EXERCISE PROMPT: Your response should consist of one number, the count of lines below that contain "القصبجي".

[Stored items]
"""

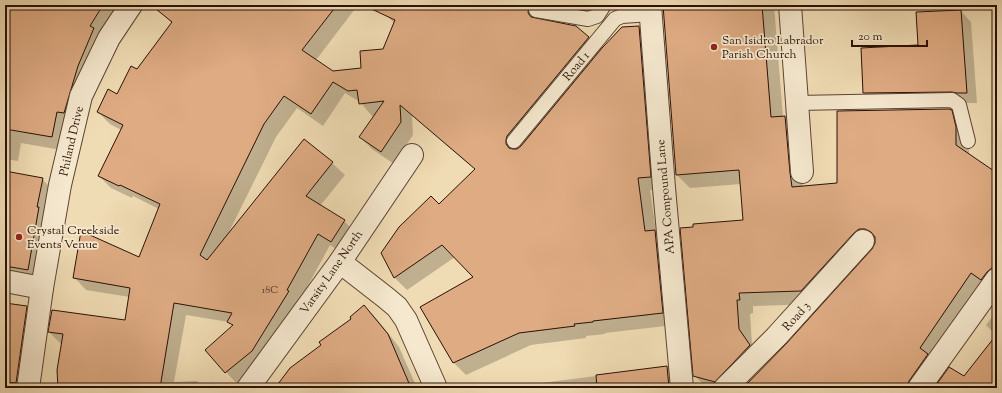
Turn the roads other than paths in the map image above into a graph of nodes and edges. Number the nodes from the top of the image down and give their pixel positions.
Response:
1 (131, 5) edge
2 (604, 5) edge
3 (790, 5) edge
4 (651, 9) edge
5 (536, 10) dead end
6 (797, 103) junction
7 (514, 141) dead end
8 (968, 141) dead end
9 (412, 156) dead end
10 (802, 172) dead end
11 (863, 241) dead end
12 (340, 262) junction
13 (997, 279) edge
14 (5, 281) edge
15 (42, 288) junction
16 (28, 388) edge
17 (248, 388) edge
18 (436, 388) edge
19 (682, 388) edge
20 (725, 388) edge
21 (919, 388) edge

1 - 15 street, Philand Drive
2 - 5 lane
3 - 6 street
4 - 7 lane, Road 1
4 - 19 street, APA Compound Lane
6 - 8 lane
6 - 10 street
9 - 12 street, Varsity Lane North
11 - 20 street, Road 3
12 - 17 street, Varsity Lane North
12 - 18 street
13 - 21 street
14 - 15 street
15 - 16 street, Philand Drive

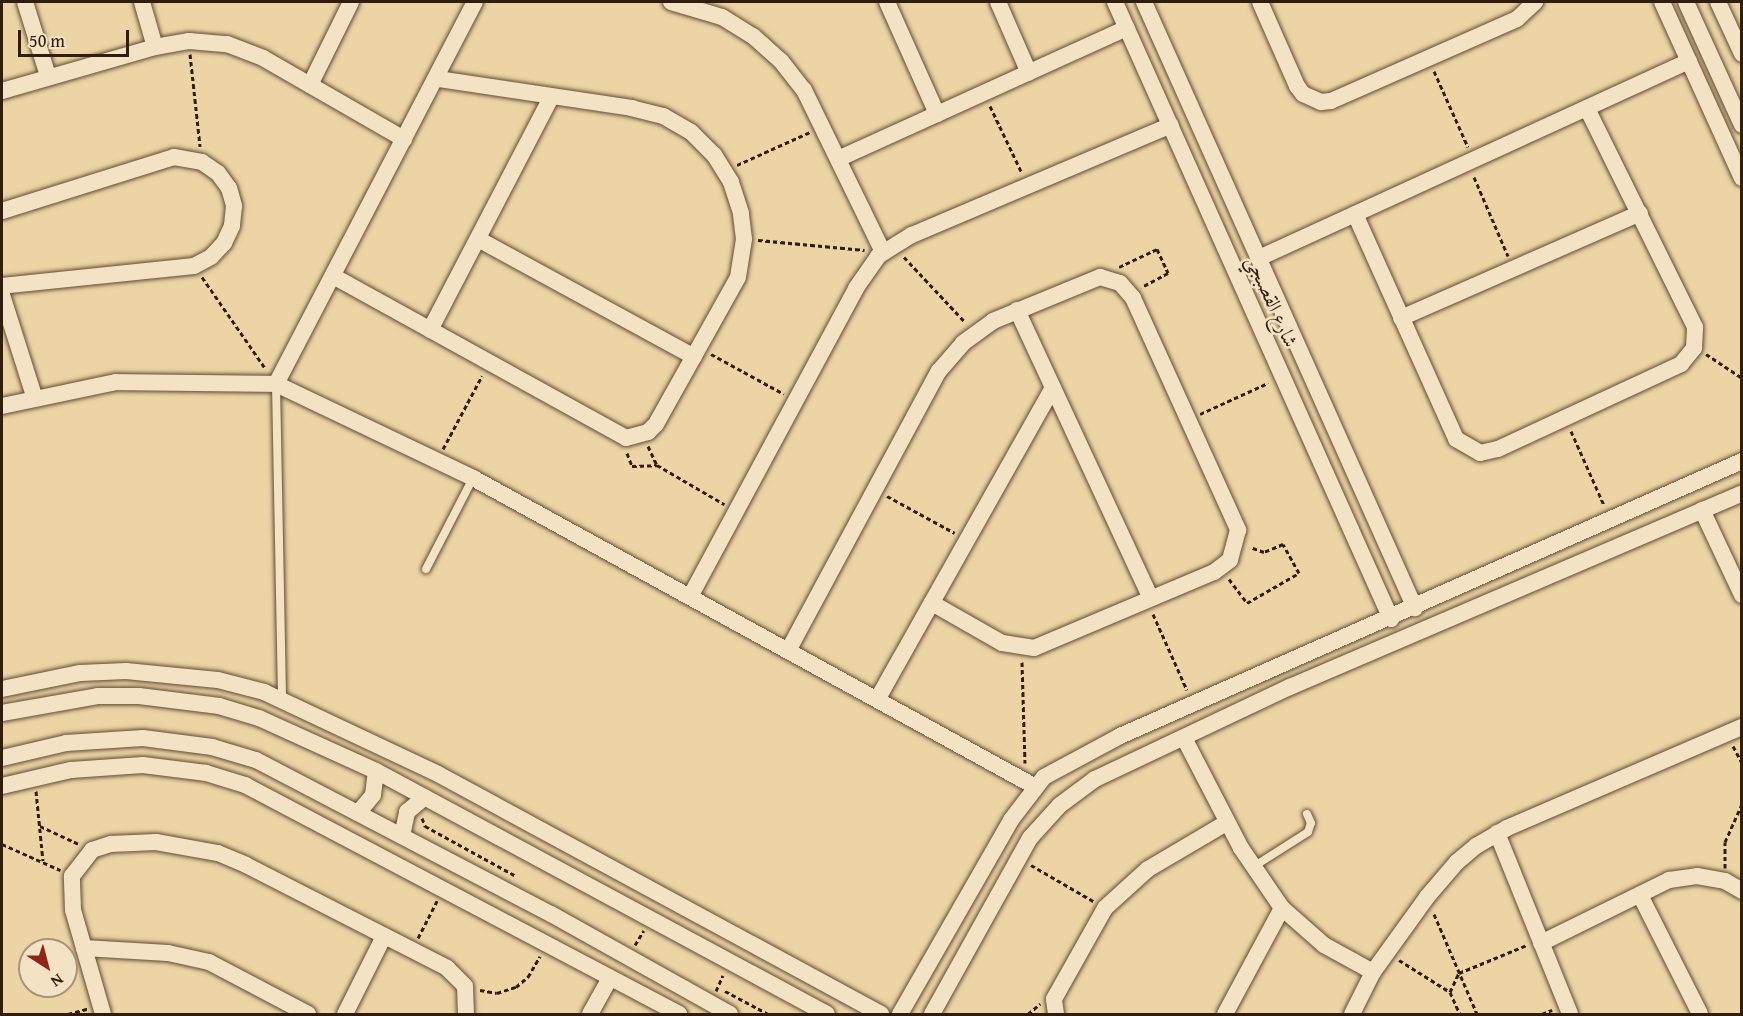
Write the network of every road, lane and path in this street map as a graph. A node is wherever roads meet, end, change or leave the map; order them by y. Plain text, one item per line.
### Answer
1 (25, 2) edge
2 (142, 2) edge
3 (351, 2) edge
4 (475, 2) edge
5 (671, 2) edge
6 (887, 2) edge
7 (998, 2) edge
8 (1115, 2) edge
9 (1144, 2) edge
10 (1260, 2) edge
11 (1534, 2) edge
12 (1662, 2) edge
13 (1686, 2) edge
14 (1718, 2) edge
15 (706, 6) edge
16 (1127, 28) junction
17 (189, 41) junction
18 (155, 47) junction
19 (1742, 54) edge
20 (1428, 58) junction
21 (1689, 61) junction
22 (1029, 73) junction
23 (48, 76) junction
24 (437, 79) junction
25 (310, 85) junction
26 (2, 91) edge
27 (984, 93) junction
28 (551, 98) junction
29 (1587, 108) junction
30 (937, 114) junction
31 (1171, 125) junction
32 (1742, 125) edge
33 (822, 126) junction
34 (404, 139) junction
35 (838, 159) junction
36 (1471, 161) junction
37 (202, 162) junction
38 (724, 171) junction
39 (1742, 178) edge
40 (1028, 186) junction
41 (1233, 200) junction
42 (1209, 210) junction
43 (2, 211) edge
44 (1640, 213) junction
45 (1355, 214) junction
46 (478, 239) junction
47 (744, 239) junction
48 (888, 248) junction
49 (1259, 258) junction
50 (194, 266) junction
51 (1514, 269) junction
52 (333, 276) junction
53 (1100, 277) junction
54 (2, 286) edge
55 (1130, 294) junction
56 (2, 296) edge
57 (1017, 310) junction
58 (1401, 318) junction
59 (430, 330) junction
60 (976, 333) junction
61 (1694, 348) junction
62 (697, 352) junction
63 (489, 363) junction
64 (1283, 376) junction
65 (1742, 378) edge
66 (276, 384) junction
67 (1053, 388) junction
68 (34, 396) junction
69 (795, 401) junction
70 (2, 406) edge
71 (1565, 418) junction
72 (1188, 420) junction
73 (648, 432) junction
74 (624, 437) junction
75 (436, 461) junction
76 (1742, 461) edge
77 (657, 465) junction
78 (473, 478) junction
79 (875, 490) junction
80 (1742, 493) edge
81 (1702, 510) junction
82 (736, 511) junction
83 (1611, 520) junction
84 (968, 540) junction
85 (1238, 541) junction
86 (1395, 562) junction
87 (1222, 567) junction
88 (426, 569) dead end
89 (1372, 574) junction
90 (1741, 593) edge
91 (691, 595) junction
92 (1148, 598) junction
93 (932, 603) junction
94 (1415, 608) junction
95 (1391, 619) junction
96 (1022, 648) junction
97 (789, 649) junction
98 (1270, 670) junction
99 (1290, 687) junction
100 (2, 689) edge
101 (264, 692) junction
102 (878, 698) junction
103 (282, 699) junction
104 (1194, 705) junction
105 (2, 713) edge
106 (259, 718) junction
107 (1742, 727) edge
108 (1184, 738) junction
109 (9, 756) edge
110 (376, 771) junction
111 (28, 779) junction
112 (1030, 783) junction
113 (2, 786) edge
114 (425, 796) junction
115 (1742, 804) edge
116 (358, 813) junction
117 (428, 814) dead end
118 (1307, 814) dead end
119 (1226, 823) junction
120 (39, 826) junction
121 (1497, 833) junction
122 (402, 836) junction
123 (2, 844) edge
124 (92, 850) junction
125 (1019, 858) junction
126 (43, 861) junction
127 (1253, 867) junction
128 (72, 876) junction
129 (516, 876) dead end
130 (1725, 881) junction
131 (643, 887) junction
132 (443, 889) junction
133 (1742, 891) edge
134 (1640, 895) junction
135 (1427, 897) junction
136 (1105, 908) junction
137 (1282, 908) junction
138 (551, 914) junction
139 (634, 917) junction
140 (645, 928) junction
141 (655, 934) dead end
142 (384, 936) junction
143 (627, 938) dead end
144 (1540, 941) junction
145 (542, 942) junction
146 (84, 948) junction
147 (647, 949) dead end
148 (412, 950) junction
149 (633, 950) junction
150 (1387, 953) junction
151 (1373, 972) junction
152 (1459, 973) junction
153 (734, 977) dead end
154 (610, 978) junction
155 (707, 982) dead end
156 (918, 983) junction
157 (465, 986) junction
158 (717, 988) junction
159 (1450, 992) junction
160 (942, 996) junction
161 (719, 1010) edge
162 (103, 1014) edge
163 (308, 1014) edge
164 (345, 1014) edge
165 (466, 1014) edge
166 (590, 1014) edge
167 (679, 1014) edge
168 (768, 1014) edge
169 (827, 1014) edge
170 (881, 1014) edge
171 (900, 1014) edge
172 (932, 1014) edge
173 (1056, 1014) edge
174 (1225, 1014) edge
175 (1352, 1014) edge
176 (1460, 1014) edge
177 (1477, 1014) edge
178 (1570, 1014) edge
179 (1700, 1014) edge

1 - 23 street
2 - 18 street
3 - 25 street
4 - 24 street
5 - 15 street
6 - 30 street
7 - 22 street
8 - 16 street, شارع القصبجي
9 - 41 street, شارع القصبجي
10 - 20 street
11 - 20 street
12 - 21 street
13 - 32 street
14 - 19 street
15 - 33 street
16 - 22 street
16 - 31 street, شارع القصبجي
17 - 18 street
17 - 25 street
17 - 37 path
18 - 23 street
20 - 36 path
21 - 29 street
21 - 39 street
22 - 27 street
23 - 26 street
24 - 28 street
24 - 34 street
25 - 34 street
27 - 30 street
27 - 40 path
28 - 38 street
28 - 46 street
29 - 36 street
29 - 44 street
30 - 35 street
31 - 40 street
31 - 42 street, شارع القصبجي
33 - 35 street
33 - 38 path
34 - 52 street
35 - 48 street
36 - 45 street
36 - 51 path
37 - 43 street
37 - 50 street
38 - 47 street
40 - 48 street
41 - 42 street
41 - 49 street, شارع القصبجي
42 - 64 street, شارع القصبجي
44 - 51 street
44 - 61 street
45 - 49 street
45 - 58 street
46 - 59 street
46 - 62 street
47 - 48 path
47 - 62 street
48 - 60 path
48 - 69 street
49 - 86 street, شارع القصبجي
50 - 54 street
50 - 66 path
51 - 58 street
52 - 59 street
52 - 66 street
53 - 55 street
53 - 55 path
53 - 57 street
55 - 72 street
56 - 68 street
57 - 60 street
57 - 67 street
58 - 71 street
59 - 63 street
60 - 79 street
61 - 65 path
61 - 71 street
62 - 69 path
62 - 73 street
63 - 74 street
63 - 75 path
64 - 72 path
64 - 89 street, شارع القصبجي
66 - 68 street
66 - 75 street
66 - 103 lane
67 - 84 street
67 - 92 street
68 - 70 street
69 - 82 street
71 - 83 path
72 - 85 street
73 - 74 street
73 - 77 path
74 - 77 path
75 - 78 street
76 - 83 street
77 - 82 path
78 - 88 lane
78 - 91 street
79 - 84 path
79 - 97 street
80 - 81 street
81 - 90 street
81 - 99 street
82 - 91 street
83 - 94 street
84 - 93 street
85 - 87 street
85 - 87 path
86 - 89 street
86 - 94 street, شارع القصبجي
87 - 92 street
89 - 95 street, شارع القصبجي
91 - 97 street
92 - 96 street
92 - 104 path
93 - 96 street
93 - 102 street
94 - 95 street
95 - 98 street
96 - 112 path
97 - 102 street
98 - 99 street
98 - 104 street
99 - 108 street
100 - 101 street
101 - 103 street
101 - 106 street
102 - 112 street
103 - 131 street
104 - 112 street
105 - 106 street
106 - 110 street
107 - 121 street
108 - 119 street
108 - 125 street
109 - 111 street
109 - 116 street
110 - 114 street
110 - 116 street
111 - 113 street
111 - 120 path
111 - 132 street
112 - 156 street
114 - 122 street
114 - 139 street
115 - 130 path
116 - 122 street
117 - 129 path
118 - 127 lane
119 - 127 street
119 - 136 street
120 - 124 path
120 - 126 path
121 - 135 street
121 - 144 street
122 - 138 street
123 - 126 path
124 - 128 street
124 - 142 street
125 - 136 path
125 - 160 street
126 - 128 path
127 - 137 street
128 - 146 street
130 - 133 street
130 - 134 street
131 - 139 street
131 - 170 street
132 - 145 street
132 - 148 path
134 - 144 street
134 - 179 street
135 - 150 street
135 - 152 path
136 - 173 street
137 - 151 street
137 - 174 street
138 - 145 street
138 - 149 street
139 - 140 path
139 - 169 street
140 - 141 path
140 - 149 path
142 - 148 street
142 - 164 street
143 - 149 path
144 - 152 path
144 - 178 street
145 - 154 street
145 - 157 path
146 - 162 street
146 - 163 street
147 - 149 path
148 - 157 street
149 - 161 street
150 - 151 street
150 - 159 path
151 - 175 street
152 - 159 path
152 - 177 path
153 - 158 path
154 - 166 street
154 - 167 street
155 - 158 path
156 - 160 street
156 - 171 street
157 - 165 street
158 - 161 path
158 - 168 path
159 - 176 path
160 - 172 street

"""

YOUR SOLUTION: 10